Thursday 23 November 2017

ethics - How to get rid of unwanted and annoying co-author?


I'm currently a 2nd year PhD student from a computational field. I'm going to submit my first paper about a new optimization algorithm. I've been working intensively on the problem for the last 2 years and finally managed to get the results I've been longing for so badly. Besides the professor, I'm also supervised by another postdoc whom I respect a lot. Although the two didn't contribute to the ideas I present in the paper, they helped me a lot to understand the field and prepare the paper. So, they obviously deserve to be coauthors.


However, there is one man in my lab who is really ruining my mood and indirectly prevent me from concentrating on writing my paper. He is a postdoc, 15 years my senior, and has been with the lab for ages (he has a permanent position). Just for the record, he hasn't published any first or last author paper since 7 years. We are assigned by the professor to the same subgroup meeting. We use the subgroup meeting to report our individual scientific progress.

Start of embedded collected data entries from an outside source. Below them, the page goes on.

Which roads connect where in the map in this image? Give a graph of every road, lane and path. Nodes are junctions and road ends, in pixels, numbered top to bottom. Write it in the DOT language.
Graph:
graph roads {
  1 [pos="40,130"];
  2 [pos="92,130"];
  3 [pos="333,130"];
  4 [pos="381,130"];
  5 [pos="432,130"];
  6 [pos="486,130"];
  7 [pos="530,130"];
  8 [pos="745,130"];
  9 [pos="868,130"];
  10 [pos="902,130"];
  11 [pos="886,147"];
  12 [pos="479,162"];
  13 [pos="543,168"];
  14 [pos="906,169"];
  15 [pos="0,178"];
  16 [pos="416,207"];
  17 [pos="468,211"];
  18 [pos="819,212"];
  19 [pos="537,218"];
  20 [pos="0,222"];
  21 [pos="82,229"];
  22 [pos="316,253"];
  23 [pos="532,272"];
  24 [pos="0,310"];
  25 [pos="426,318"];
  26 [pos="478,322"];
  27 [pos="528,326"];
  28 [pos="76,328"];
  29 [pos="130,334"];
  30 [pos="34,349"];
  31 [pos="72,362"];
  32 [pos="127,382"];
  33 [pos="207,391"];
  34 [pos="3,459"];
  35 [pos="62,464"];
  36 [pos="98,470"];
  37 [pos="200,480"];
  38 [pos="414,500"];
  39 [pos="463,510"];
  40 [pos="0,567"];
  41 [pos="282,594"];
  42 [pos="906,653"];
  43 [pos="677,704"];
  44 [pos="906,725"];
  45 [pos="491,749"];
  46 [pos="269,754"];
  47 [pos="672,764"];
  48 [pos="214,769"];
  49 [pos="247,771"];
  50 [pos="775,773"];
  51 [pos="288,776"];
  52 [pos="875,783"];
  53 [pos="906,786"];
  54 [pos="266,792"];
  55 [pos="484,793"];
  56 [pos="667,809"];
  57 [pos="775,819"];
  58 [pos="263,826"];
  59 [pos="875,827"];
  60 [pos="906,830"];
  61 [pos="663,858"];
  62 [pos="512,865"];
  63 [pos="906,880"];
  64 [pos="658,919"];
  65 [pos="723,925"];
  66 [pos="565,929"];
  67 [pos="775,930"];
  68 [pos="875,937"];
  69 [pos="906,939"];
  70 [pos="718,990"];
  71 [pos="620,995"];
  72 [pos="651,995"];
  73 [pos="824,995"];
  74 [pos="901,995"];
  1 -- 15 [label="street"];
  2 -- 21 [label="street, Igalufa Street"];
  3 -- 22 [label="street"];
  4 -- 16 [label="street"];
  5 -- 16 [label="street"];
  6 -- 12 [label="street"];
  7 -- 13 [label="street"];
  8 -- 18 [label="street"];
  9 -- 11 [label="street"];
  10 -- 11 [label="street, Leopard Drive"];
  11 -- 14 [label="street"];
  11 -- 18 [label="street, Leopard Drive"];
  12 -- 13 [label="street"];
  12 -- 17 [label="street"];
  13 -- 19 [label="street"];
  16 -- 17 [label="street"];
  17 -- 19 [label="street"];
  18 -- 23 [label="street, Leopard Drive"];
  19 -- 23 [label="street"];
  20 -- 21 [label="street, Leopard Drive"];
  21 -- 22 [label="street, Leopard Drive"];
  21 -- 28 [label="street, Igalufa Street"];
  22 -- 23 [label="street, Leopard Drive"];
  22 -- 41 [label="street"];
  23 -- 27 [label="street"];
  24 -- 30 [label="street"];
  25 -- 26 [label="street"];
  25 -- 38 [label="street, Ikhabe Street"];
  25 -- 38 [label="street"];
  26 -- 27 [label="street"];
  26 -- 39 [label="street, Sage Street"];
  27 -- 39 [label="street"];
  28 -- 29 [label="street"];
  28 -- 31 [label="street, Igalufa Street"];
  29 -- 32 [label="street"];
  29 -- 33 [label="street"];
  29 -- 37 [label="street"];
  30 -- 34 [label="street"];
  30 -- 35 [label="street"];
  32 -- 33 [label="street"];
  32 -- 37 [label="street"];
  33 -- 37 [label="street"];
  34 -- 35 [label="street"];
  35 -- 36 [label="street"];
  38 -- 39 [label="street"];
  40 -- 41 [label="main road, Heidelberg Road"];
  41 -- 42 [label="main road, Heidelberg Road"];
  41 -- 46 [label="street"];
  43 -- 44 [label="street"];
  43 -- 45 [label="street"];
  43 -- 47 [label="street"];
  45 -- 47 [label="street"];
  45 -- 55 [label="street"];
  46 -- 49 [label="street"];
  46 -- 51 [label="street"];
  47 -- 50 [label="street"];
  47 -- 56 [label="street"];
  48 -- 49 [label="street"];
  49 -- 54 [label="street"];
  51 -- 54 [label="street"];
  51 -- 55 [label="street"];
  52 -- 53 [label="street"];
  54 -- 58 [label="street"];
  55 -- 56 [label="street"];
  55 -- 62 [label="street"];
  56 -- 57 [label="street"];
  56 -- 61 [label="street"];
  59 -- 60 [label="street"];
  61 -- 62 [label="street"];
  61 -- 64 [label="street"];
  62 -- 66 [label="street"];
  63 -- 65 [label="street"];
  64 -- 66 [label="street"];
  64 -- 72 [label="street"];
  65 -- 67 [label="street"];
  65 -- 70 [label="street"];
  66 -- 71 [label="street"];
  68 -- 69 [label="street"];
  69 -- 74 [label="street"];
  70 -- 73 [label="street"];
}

About a year ago, he came to my desk I said that I should include his name in the work I was working on because A (the professor) said so. I was quite surprised to hear that because he had nothing to do with my project besides sitting in the same meeting. Nevertheless, I agreed because I just simply didn't care about who should be on the coauthor list. I didn't submit the paper that year because the results were still very unsatisfactory.


Since then, the postdoc constantly asked me to do many things for the project, which I thought didn't make any sense. I simply told him that he should brought up his request during the meeting when the professor is there. And every single time the response of my professor was something like "Why would you want to do that?" and his answer was "Because I'm interested in". I wish my professor whould have said "Then do it yourself".


My professor goes abroad quite often. So, most of the time the subgroup meetings took place without him. About 6 months ago I came up with an idea which I thought very promising and I presented it in the meeting, without the professor. The postdoc basically told me that I need to stop wasting time on my ideas and listen to his suggestions instead if I want to finish my PhD. I felt very offended and spent days and nights coding my idea. 2 months later, I got the best results that I could ever ask for. I presented the results in front of my professor and others. Everyone was happy except one man.


Today, when I was trying to finish the paper then he came in. He asked me to do yet another ridiculous analysis. I told him that I cannot see why this analysis could make the paper better. Besides, this is already the final stage and everything has been discussed thorougly with the "real" coauthors. He answered me "This might not go into the paper but I'm interested in knowing it. I'm the author and I'm allowed to make request". My reaction was something like a silent WTF and he immediately corrected the word "author" to coauthor. I tried my best to not ask him the question "What did you contribute to the paper?"


The professor is currently away for 3 weeks. I want to submit the paper as soon as possible but this man made me crazy. He would talk to me all day long until I do want he wants. I don't want to write to my professor to complain about him. But I'm afraid that he will use his coauthorship to keep bothering me.


What should I do? Thanks for reading the long story!



------------------- UPDATE ABOUT THE SITUATION ---------------------------------


First of all, THANK YOU ALL FOR THE COMMENTS AND ANSWERS!


Today, the man came to me again! After 1 hour of "discussing", I just gave up and spent the whole day explaining to him how he could do the analysis he wanted himself. It would be much faster if I do it myself because I wrote all the code but he just insisted on doing it himself to "not bother" me.


Before I gave up, I told him that the professor knew about what he wanted to do (he mentioned it during our lab meeting 4 weeks ago). My professor has read the draft version of my manuscript and made comments. And I haven't heard any word from him that I should do the analysis the postdoc suggested. We already have all the experimental results we need and the manuscript is now almost finished. I told the postdoc that if he want to do the analysis then let discuss it together when the professor is back or if he think that it is urgent he can write to the professor. He refused.


I understand that he probably wants to contribute something. He told me that I need to explain why I designed my algorithm that way, using experimental data. In the manuscript, I did explain the rationale behind it and in the result part I compared my method with others (including the current best one) using 120 real datasets of all kind. We already reach the page limit of the journal. The rationale behind the design of my algorithm is quite obvious and he totally agrees on that. But still, he said that I need to show it with the data. He told me to change the way my algorithm works and compare the modified version with the original one. I don't understand why he want to put everything in the paper, not to mention that it is so obvious and doesn't make the paper better at all.


Lesson learned for the next project!